### What you are asked to do
Reproduce the entries exactly, but keep the pictures out of the copy.

### Input for this task
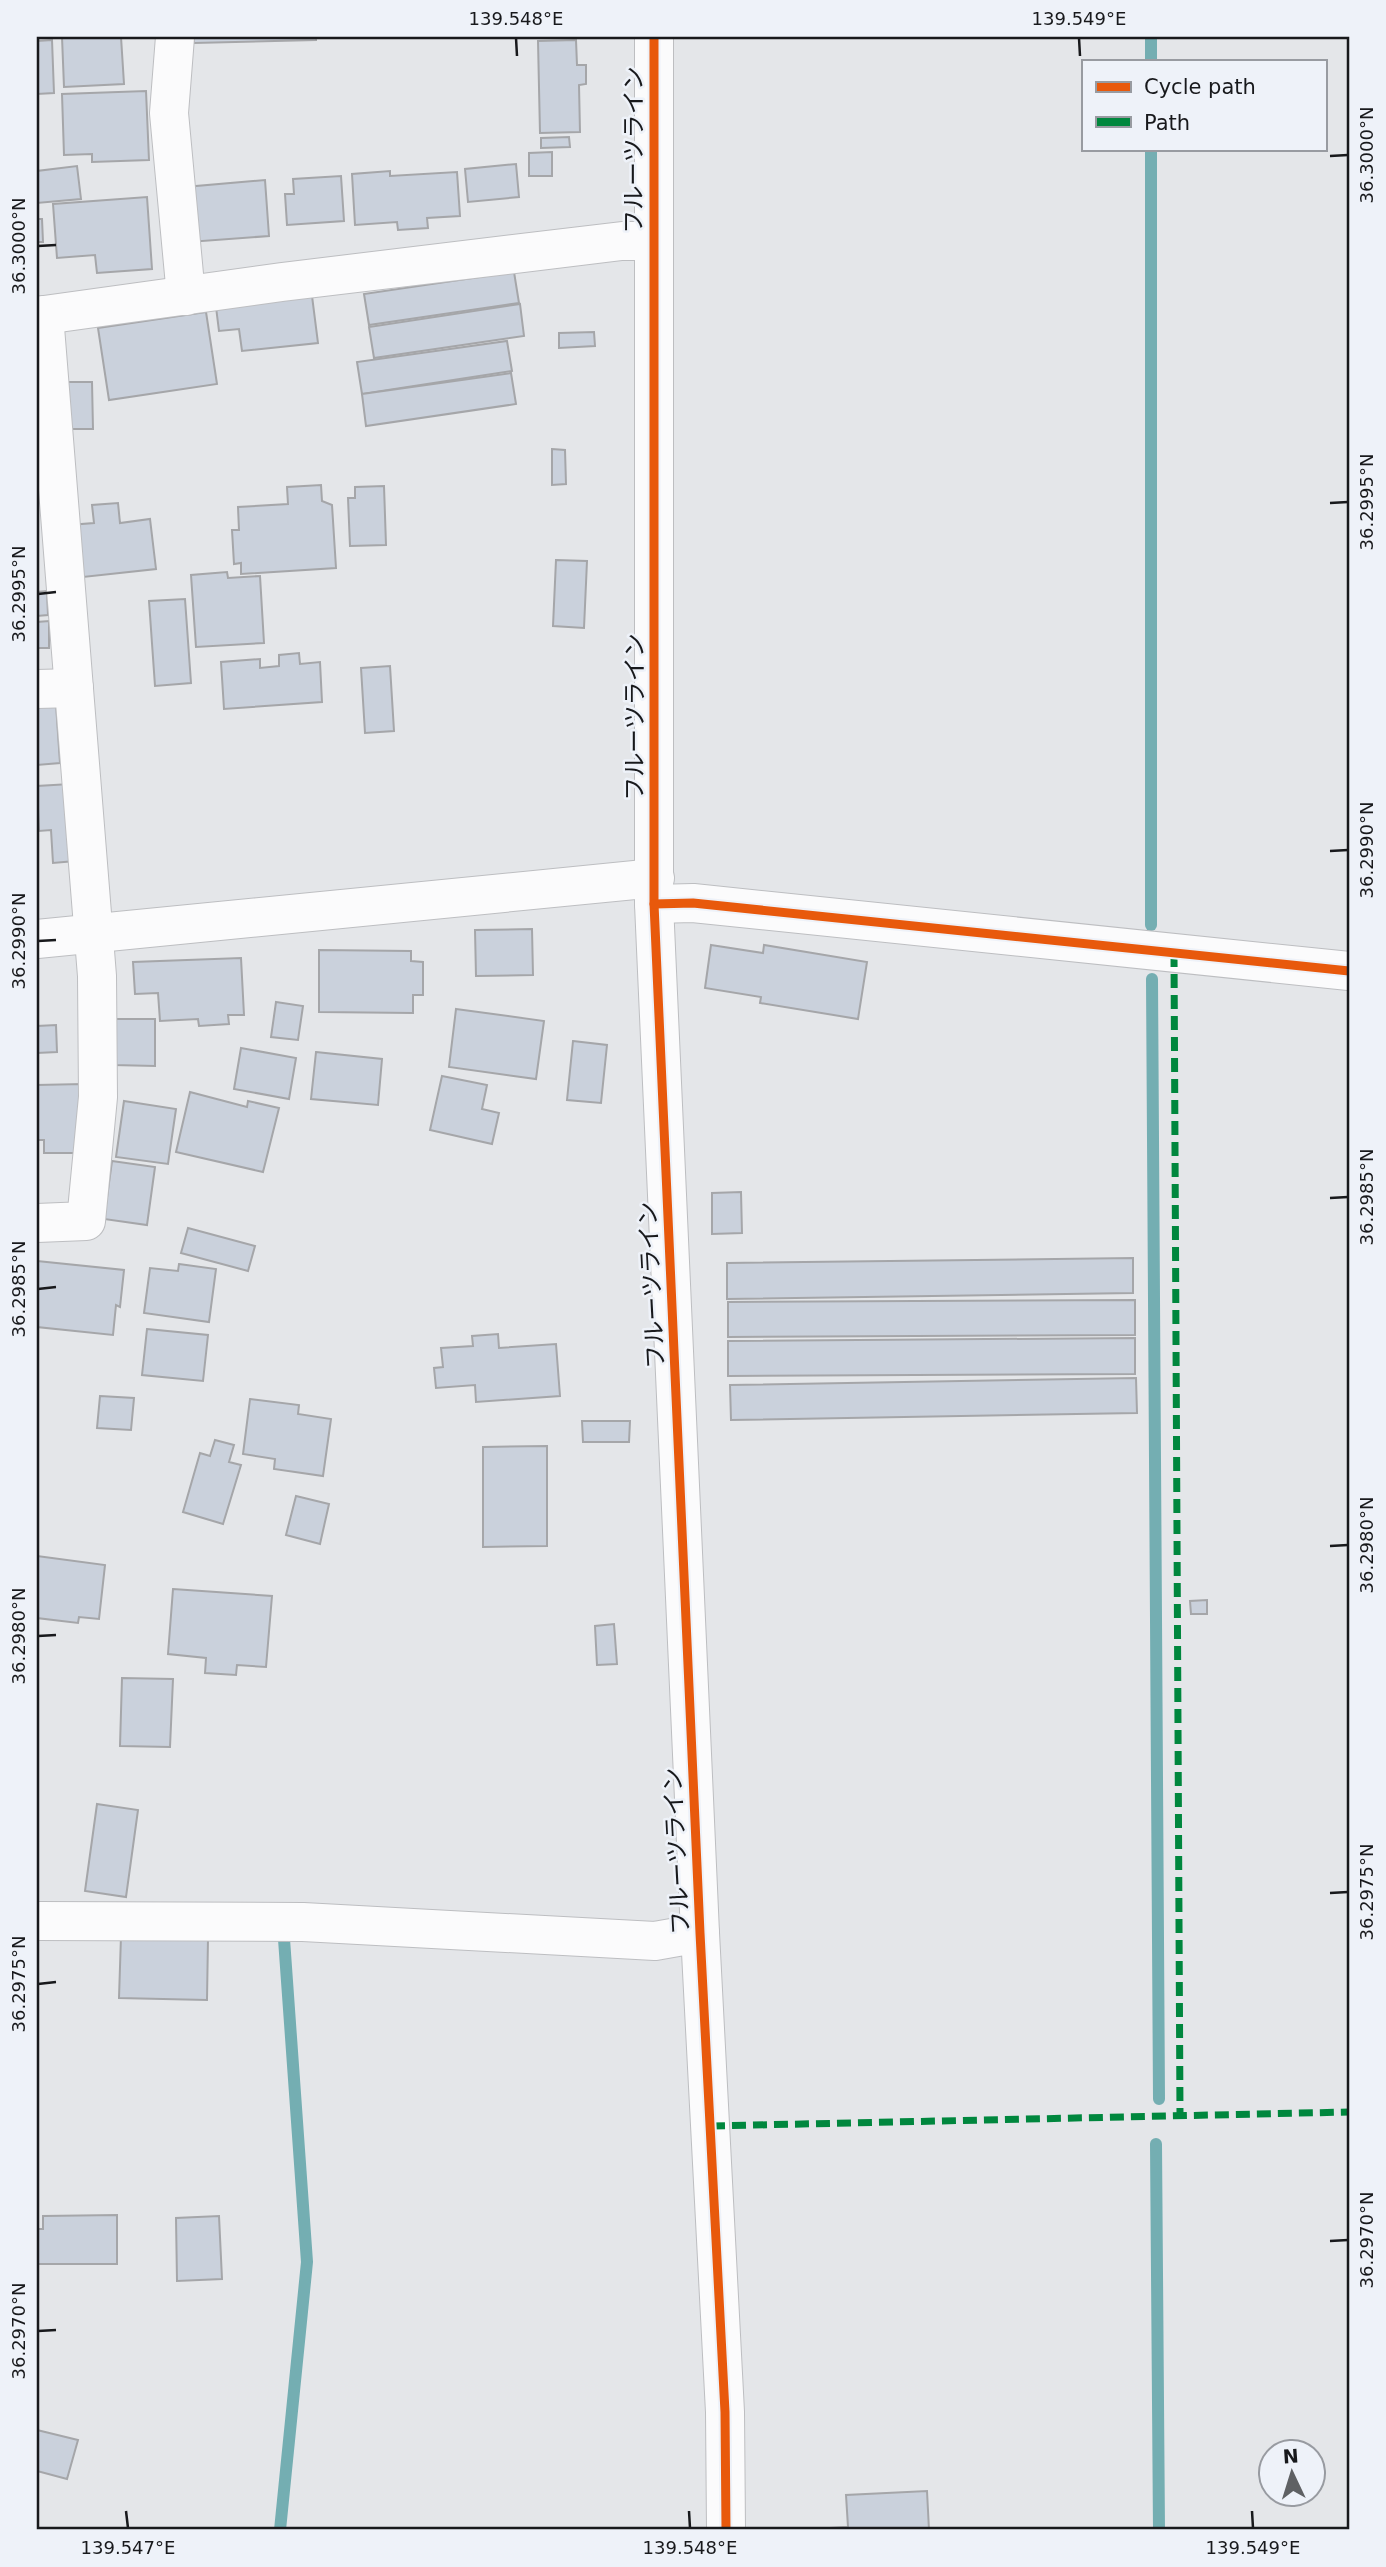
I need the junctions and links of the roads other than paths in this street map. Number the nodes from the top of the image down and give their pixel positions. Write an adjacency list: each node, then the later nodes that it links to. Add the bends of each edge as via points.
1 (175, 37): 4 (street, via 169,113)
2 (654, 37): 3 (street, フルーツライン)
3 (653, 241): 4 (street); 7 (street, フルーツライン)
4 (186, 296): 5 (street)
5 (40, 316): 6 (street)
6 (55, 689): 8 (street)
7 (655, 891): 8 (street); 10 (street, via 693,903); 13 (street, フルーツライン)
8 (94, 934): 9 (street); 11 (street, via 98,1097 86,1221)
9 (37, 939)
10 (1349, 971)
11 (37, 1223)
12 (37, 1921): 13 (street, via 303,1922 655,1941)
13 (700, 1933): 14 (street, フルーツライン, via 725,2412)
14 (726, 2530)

### Exercise result
I need the junctions and links of the roads other than paths in this street map. Number the nodes from the top of the image down and give their pixel positions. Write an adjacency list: each node, then the later nodes that it links to. Add the bends of each edge as via points.
1 (175, 37): 4 (street, via 169,113)
2 (654, 37): 3 (street, フルーツライン)
3 (653, 241): 4 (street); 7 (street, フルーツライン)
4 (186, 296): 5 (street)
5 (40, 316): 6 (street)
6 (55, 689): 8 (street)
7 (655, 891): 8 (street); 10 (street, via 693,903); 13 (street, フルーツライン)
8 (94, 934): 9 (street); 11 (street, via 98,1097 86,1221)
9 (37, 939)
10 (1349, 971)
11 (37, 1223)
12 (37, 1921): 13 (street, via 303,1922 655,1941)
13 (700, 1933): 14 (street, フルーツライン, via 725,2412)
14 (726, 2530)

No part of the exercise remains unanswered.